__EXERCISE INPUTS__
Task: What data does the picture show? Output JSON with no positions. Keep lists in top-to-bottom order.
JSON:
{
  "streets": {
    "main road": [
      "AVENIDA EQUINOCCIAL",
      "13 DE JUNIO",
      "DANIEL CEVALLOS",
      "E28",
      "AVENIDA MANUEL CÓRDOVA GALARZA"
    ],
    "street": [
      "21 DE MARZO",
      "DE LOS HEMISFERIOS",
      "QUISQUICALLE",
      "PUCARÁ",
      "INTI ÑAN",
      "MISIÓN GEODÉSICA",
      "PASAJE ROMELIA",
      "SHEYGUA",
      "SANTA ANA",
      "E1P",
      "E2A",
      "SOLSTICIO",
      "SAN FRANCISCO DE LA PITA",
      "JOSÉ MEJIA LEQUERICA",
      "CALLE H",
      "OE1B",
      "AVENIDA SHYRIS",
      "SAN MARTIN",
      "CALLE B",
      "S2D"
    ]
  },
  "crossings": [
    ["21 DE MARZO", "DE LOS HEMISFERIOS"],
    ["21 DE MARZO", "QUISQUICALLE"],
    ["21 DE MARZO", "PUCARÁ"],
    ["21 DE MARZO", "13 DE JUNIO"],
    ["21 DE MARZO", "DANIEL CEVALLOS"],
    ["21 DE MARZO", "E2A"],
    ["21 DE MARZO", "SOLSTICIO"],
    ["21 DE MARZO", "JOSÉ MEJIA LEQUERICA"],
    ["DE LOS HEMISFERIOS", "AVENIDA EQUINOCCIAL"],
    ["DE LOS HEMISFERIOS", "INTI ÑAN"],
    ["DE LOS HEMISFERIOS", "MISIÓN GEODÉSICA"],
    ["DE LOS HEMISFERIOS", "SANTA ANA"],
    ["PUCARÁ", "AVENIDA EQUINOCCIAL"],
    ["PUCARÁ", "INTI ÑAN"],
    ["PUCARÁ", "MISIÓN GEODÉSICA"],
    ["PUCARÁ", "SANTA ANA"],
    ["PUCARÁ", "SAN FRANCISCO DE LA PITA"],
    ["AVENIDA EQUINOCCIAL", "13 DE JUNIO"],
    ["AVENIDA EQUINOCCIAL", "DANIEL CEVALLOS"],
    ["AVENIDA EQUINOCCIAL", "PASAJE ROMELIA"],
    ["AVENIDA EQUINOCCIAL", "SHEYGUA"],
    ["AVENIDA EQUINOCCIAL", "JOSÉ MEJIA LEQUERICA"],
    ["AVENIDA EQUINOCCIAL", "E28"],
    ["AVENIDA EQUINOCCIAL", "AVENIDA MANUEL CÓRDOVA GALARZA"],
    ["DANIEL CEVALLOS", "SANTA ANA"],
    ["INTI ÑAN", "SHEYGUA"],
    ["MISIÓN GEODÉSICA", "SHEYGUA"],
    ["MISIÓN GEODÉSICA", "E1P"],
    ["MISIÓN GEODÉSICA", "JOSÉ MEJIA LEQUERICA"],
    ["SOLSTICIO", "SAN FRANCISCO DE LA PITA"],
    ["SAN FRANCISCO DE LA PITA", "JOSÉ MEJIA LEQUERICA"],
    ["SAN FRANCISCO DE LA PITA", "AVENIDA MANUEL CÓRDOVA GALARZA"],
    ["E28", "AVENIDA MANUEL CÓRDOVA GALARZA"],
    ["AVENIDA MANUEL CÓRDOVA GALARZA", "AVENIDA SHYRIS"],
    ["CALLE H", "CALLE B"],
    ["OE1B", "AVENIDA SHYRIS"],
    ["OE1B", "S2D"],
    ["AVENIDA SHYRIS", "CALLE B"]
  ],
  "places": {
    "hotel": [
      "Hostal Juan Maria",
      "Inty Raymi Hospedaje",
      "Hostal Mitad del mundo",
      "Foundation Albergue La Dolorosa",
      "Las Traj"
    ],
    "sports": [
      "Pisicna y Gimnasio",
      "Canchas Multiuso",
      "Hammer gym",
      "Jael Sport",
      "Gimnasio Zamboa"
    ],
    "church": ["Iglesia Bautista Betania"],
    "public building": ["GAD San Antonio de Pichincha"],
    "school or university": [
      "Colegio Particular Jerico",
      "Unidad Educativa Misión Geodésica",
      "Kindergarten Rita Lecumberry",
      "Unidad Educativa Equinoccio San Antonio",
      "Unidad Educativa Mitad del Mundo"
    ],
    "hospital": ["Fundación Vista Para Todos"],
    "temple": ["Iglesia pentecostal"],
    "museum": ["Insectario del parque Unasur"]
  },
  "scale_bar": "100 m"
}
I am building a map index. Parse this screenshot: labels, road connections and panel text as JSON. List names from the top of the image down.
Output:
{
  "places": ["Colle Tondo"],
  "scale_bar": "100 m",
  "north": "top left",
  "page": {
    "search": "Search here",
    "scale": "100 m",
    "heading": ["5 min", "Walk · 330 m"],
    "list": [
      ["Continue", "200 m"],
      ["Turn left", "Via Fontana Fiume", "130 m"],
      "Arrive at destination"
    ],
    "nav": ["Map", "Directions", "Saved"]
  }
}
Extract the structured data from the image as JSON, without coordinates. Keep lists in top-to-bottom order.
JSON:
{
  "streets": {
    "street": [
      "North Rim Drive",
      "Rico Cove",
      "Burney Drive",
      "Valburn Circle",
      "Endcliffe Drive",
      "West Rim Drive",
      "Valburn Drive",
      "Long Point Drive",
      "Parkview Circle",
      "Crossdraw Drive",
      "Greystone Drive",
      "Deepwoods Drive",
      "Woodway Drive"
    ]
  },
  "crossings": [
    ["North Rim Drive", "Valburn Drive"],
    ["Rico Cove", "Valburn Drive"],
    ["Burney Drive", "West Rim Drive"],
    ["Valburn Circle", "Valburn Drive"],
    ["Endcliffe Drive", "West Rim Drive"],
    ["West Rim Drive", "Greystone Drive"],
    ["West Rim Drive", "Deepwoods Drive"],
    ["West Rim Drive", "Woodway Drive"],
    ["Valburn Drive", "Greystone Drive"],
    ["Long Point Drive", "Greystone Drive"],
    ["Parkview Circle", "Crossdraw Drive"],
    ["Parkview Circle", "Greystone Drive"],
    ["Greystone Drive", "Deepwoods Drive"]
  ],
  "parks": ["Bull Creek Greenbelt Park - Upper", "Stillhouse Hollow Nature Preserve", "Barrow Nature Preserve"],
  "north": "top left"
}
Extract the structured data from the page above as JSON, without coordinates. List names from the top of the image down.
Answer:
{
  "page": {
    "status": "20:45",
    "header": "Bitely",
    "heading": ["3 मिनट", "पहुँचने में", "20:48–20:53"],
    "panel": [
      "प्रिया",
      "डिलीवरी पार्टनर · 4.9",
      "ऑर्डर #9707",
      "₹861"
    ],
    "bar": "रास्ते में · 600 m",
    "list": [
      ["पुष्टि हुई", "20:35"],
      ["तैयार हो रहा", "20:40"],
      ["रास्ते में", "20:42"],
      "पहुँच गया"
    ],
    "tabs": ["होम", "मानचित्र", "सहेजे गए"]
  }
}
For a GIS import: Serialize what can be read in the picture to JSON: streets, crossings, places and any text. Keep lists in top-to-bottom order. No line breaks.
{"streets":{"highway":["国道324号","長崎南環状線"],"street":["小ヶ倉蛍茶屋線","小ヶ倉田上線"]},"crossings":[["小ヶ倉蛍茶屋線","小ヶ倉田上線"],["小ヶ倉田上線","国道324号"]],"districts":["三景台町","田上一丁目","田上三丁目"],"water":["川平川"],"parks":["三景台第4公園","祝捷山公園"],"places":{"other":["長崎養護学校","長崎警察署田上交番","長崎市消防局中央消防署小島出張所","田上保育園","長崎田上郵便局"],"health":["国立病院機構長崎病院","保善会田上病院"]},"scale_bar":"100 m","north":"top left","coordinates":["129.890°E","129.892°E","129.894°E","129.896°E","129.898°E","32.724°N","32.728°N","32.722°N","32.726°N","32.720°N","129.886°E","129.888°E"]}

__DIRECTIONS__
All lines in the listing above from the line containing "I am building" to the line containing "Extract the structured data from the image", inclusive, should be retyped exactly; no other lines should appear.

__RESPONSE BELOW__
I am building a map index. Parse this screenshot: labels, road connections and panel text as JSON. List names from the top of the image down.
Output:
{
  "places": ["Colle Tondo"],
  "scale_bar": "100 m",
  "north": "top left",
  "page": {
    "search": "Search here",
    "scale": "100 m",
    "heading": ["5 min", "Walk · 330 m"],
    "list": [
      ["Continue", "200 m"],
      ["Turn left", "Via Fontana Fiume", "130 m"],
      "Arrive at destination"
    ],
    "nav": ["Map", "Directions", "Saved"]
  }
}
Extract the structured data from the image as JSON, without coordinates. Keep lists in top-to-bottom order.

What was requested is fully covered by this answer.